Migrationshintergrund als Bereicherung

17.1.2011, 09:02 Uhr
Migrationshintergrund als  Bereicherung

© Schrebel

„Migrationshintergrund ist eine Bereicherung“, hatte die Referentin vollmundig angekündigt. Und behielt Recht, wie sie anhand empirischer Untersuchungen in ihrer Dissertation festgestellt hat und nun ebenso knapp wie unterhaltsam skizzierte.

Dreimal so viele ausländische wie deutsche Kinder erreichen keinen Schulabschluss, beim Hochschulabschluss stehen 31 Prozent Deutsche ganzen 12,8 Prozent an Absolventen mit Migrationshintergrund gegenüber. Wie wichtig deshalb Integration ist, hatte die SPD-Vorsitzende, MdL Helga Schmitt-Bussinger, anhand einiger markanter Zahlen aufblitzen lassen. Andererseits werden viele ausländische Schulabschlüsse hier immer noch nicht anerkannt. Schmitt-Bussinger: „Es kann nicht sein, dass ein polnischer Ingenieur hier als Reinigungskraft arbeiten muss.“

Potenziale fördern, Probleme lösen

Da kam die Einladung an Dr. Nicole Kimmelmann zum Neujahrsempfang der Schwabacher SPD-Frauen gerade recht: „Jeder Mensch ist dazu bestimmt, ein Erfolg zu werden. Die Welt ist dazu bestimmt, ihm diesen Erfolg zu ermöglichen.“ Nach diesem Leitsatz hat die junge Wirtschaftspädagogin schon während ihres Studiums als Berufsbegleiterin umgesetzt. Junge Menschen aus der früheren Sowjetunion, aus islamischen Ländern oder mit jedweden sprachlichen Problemen betreute und begleitete sie, half ihnen, einen Ausbildungsplatz zu finden. Und entdeckte schon damals: „Meist wurden Migranten nur aus der Defizitperspektive betrachtet, ihre Potenziale spielten keine Rolle.“ Wenn man aber ihre Potenziale fördere, können damit auch Probleme gelöst werden – Migrationshintergrund kann eine Bereicherung sein. So können die Mitarbeiter in einem Betrieb, der international und global fit werden will, von der interkulturellen Kompetenz der ausländischen Kollegen nur profitieren. Kimmelmann: „Eine multikulturelle Belegschaft kann sich zum richtigen Gewinn für ein Unternehmen entwickeln.“

Rechenmethoden anderer Länder

Das Wissen aus der eigenen Kultur, ihre sprachlichen Erfahrungen können und wollen junge Menschen beisteuern. Warum also nicht gerade in Schulen die unterschiedlichen Lernbiografien nutzen? Schüler in Dr. Kimmelmanns Matheunterricht haben die Rechenmethoden anderer Länder vorgeführt und miteinander ausprobiert, schwächere Schüler profitierten so von den stärkeren.

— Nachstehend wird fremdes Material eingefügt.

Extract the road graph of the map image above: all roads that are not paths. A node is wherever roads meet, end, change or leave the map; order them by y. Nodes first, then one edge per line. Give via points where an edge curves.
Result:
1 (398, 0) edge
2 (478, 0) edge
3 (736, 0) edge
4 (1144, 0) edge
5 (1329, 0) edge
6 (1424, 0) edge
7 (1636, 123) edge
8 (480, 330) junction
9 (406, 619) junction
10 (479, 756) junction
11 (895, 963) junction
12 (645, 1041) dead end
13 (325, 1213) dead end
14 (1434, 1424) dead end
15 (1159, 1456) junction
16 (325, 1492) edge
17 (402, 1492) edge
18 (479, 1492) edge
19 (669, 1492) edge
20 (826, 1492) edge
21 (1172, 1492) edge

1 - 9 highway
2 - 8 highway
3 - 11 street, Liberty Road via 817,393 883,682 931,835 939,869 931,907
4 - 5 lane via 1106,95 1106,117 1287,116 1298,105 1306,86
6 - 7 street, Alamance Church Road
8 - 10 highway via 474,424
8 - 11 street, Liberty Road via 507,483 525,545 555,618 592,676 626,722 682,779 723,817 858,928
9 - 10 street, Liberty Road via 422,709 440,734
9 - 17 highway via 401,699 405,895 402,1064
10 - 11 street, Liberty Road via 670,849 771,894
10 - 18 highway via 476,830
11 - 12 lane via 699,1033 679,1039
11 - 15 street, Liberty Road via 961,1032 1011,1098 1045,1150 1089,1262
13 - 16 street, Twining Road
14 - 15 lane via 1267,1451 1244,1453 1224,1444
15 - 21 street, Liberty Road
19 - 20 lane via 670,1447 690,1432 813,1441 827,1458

Das individuelle Einstellen auf jeden einzelnen ist eigentlich ein ganz trivialer Ansatz, gestand die Referentin, aber er werde „einfach zu wenig umgesetzt“. Die Pädagogin hat ihn auf 630 Seiten ihrer Doktorarbeit behandelt und die frohe Botschaft dieser „Bereicherung“ erklärt. Doch schon ihr kurzer Einblick beim Neujahrsempfang sorgte für rege Neugier bei den Zuhörer(inne)n.

Dass die Nürnberger Wissenschaftlerin spontan zugesagt hat, zum inzwischen 16. AsF-Neujahrsempfang zu kommen, freute AsF-Vorsitzende Carolin Linner ganz besonders. Hatte sie, Linner, doch nach der Lektüre eines Porträts von der jungen Doktorin einfach zum Telefonhörer gegriffen und die Einladung ausgesprochen – und sofort eine Zusage bekommen.

Klangvoller Akzent

Zugesagt hatte auch der Gospelchor der Schwabacher Kantorei mit Klaus Peschik an der Spitze. Die Sängerinnen und Sänger setzten bei dem Empfang nicht nur mit volltönenden Gospels einen klangvollen Akzent, sondern verzichteten wie Dr. Kimmelmann auch auf eine Gage. Carolin Linner und ihre Stellvertreterin Gerda Braun konnten eine dementsprechend runde Summe in das Dach des Stadtkirchenmodells werfen.

„Bereicherung“ war dann auch noch im Foyer geboten: Ein fleißiges Helferinnenteam hatte für Kaffee und Sekt und appetitlich angerichtete Leckereien von süß bis scharf als „Gesprächsgrundlage“ gesorgt.